Bei unserem Besuch ist gerade die neunte Klasse einer Düsseldorfer Schule vor Ort. Die Schüler haben bereits die frischen Teiglinge bearbeitet und in Form gebracht und Rudi Becker belohnt sie im Nachgang mit frischen Backhaus-Schnecken - natürlich ebenfalls selbst gemacht aus dem Steinofen. Bereits am Vortag hat er den Teig für die Brotlaiber vorbereitet und ihn gehen lassen.

„Heute backen wir 50 Brote, die die Schüler im Anschluss für Familie und Freunde mitnehmen dürfen“, sagt Rudi Becker. Nachdem der Ofen die richtige Temperatur erreicht hat - Becker ermittelt dies mittels Betasten der Backsteine an der Außenseite des Kamins und einem Temperatur-Messgerät - geht es für die Brotlaiber in den Ofen. Der wird übrigens so zwischen 450 bis 560 Grad heiß und Rudi Becker wischt sich an diesem Augusttag immer wieder die Schweißperlen von der Stirn, denn die Außentemperatur ist jahreszeitgemäß ebenfalls mollig warm. „Das Brot braucht nun circa 75 Minuten bis es fertig ist.“

Genug Zeit also, um etwas über das Historische Backhaus zu erfahren: Anfang des 1800 beherbergte der Hof am Neanderweg 10 ein Wirtshaus mit einem bedeuteten Jahrmarkt, auf dem Pferde, Kühe, Schweine, Schafe sowie Flachs und Hanf verkauft wurden. Da die Bergische Regierung im Jahre 1807 ein Gesetz erließ, dass aus Feuerschutzgründen Backöfen nicht mehr in den Häusern und nicht so dicht bei den selbigen gebaut werden sollen, wurde das Backhaus etwa 1838 auf dem Hof errichtet, wie es Vorschrift war, ungefähr 20 Meter vom Haupthaus entfernt. Das Backhaus erfüllte früher drei Funktionen: Brotbacken im Steinofen, Fleisch konservieren in der Räucherkammer und Flachs trocknen.
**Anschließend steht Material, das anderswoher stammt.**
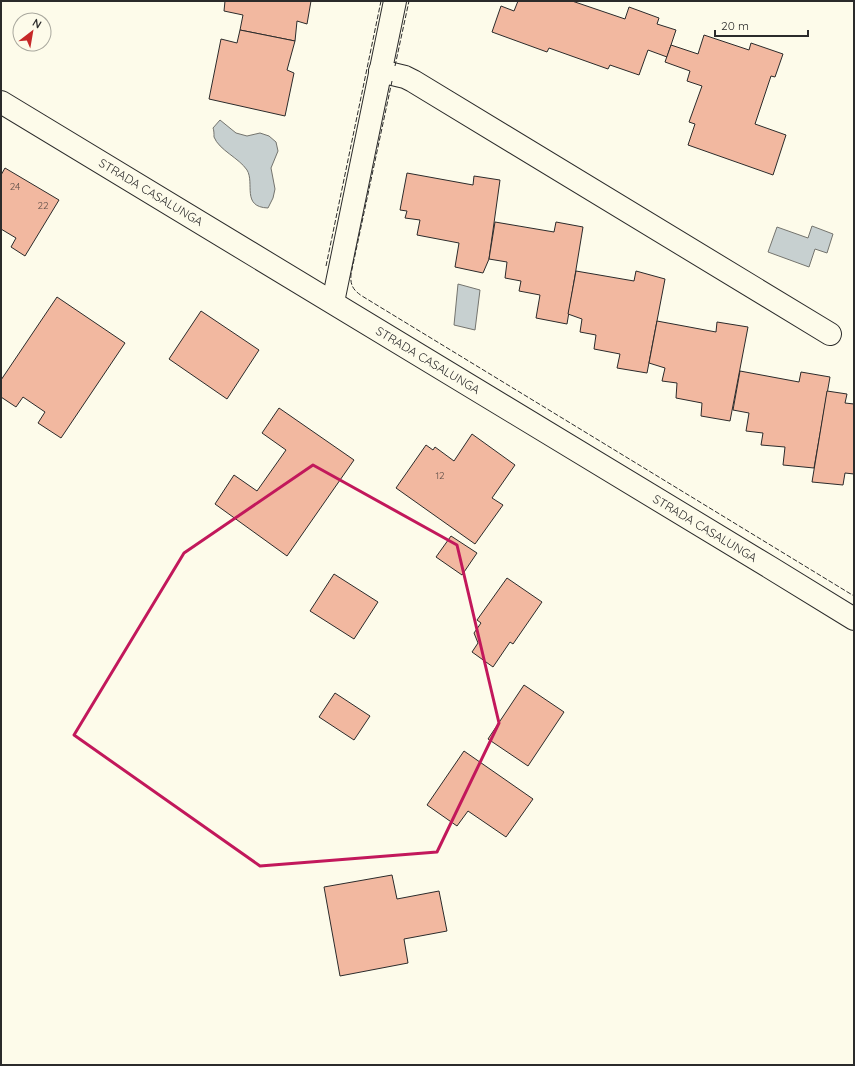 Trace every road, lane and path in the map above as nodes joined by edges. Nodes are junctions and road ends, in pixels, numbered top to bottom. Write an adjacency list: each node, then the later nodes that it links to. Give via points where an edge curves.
1 (395, 1): 2 (street)
2 (380, 71): 4 (street); 5 (street, via 413,81)
3 (3, 106): 4 (street, STRADA CASALUNGA)
4 (333, 302): 6 (street, STRADA CASALUNGA)
5 (830, 334)
6 (854, 619)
Noch bis circa 1949 wurde hier - allerdings für den Familienbedarf - gebacken und Obst getrocknet. Als dann die Bäcker wieder regelmäßig Brot herumfuhren, lohnte sich der Aufwand nicht mehr. Das Fachwerkhaus verfiel und wurde in den folgenden Jahren als Schafsstall und Abstellkammer benutzt. „1987 stieß dann der Bergische Geschichtsverein auf das verfallene Kleinod. Meinhard Sucker war damals der Vorsitzende des Vereins und zusammen mit Christa Schink setzte er sich für die Restaurierung des Backhauses ein“, sagt Rudi Becker. Nach etwa dreijährige Vorplanung haben dann Mitglieder des Geschichtsvereins und interessierte Bürger 1990 die Fachwerkwände wieder aufgebaut. Im Wald wurden dazu Weiden- und Haselnussruten geschnitten, Eichenstaken gesetzt, die Ruten eingeflochten, Strohlehm aufbereitet und eingebaut. Für den Putz wurde Kalk gelöscht und nach alten Rezepten ein Mörtel unter Zugabe von Kälberhaaren und Quark hergestellt und aufgetragen. Anschließend ist ein Käseinnenanstrich aufgestrichen worden.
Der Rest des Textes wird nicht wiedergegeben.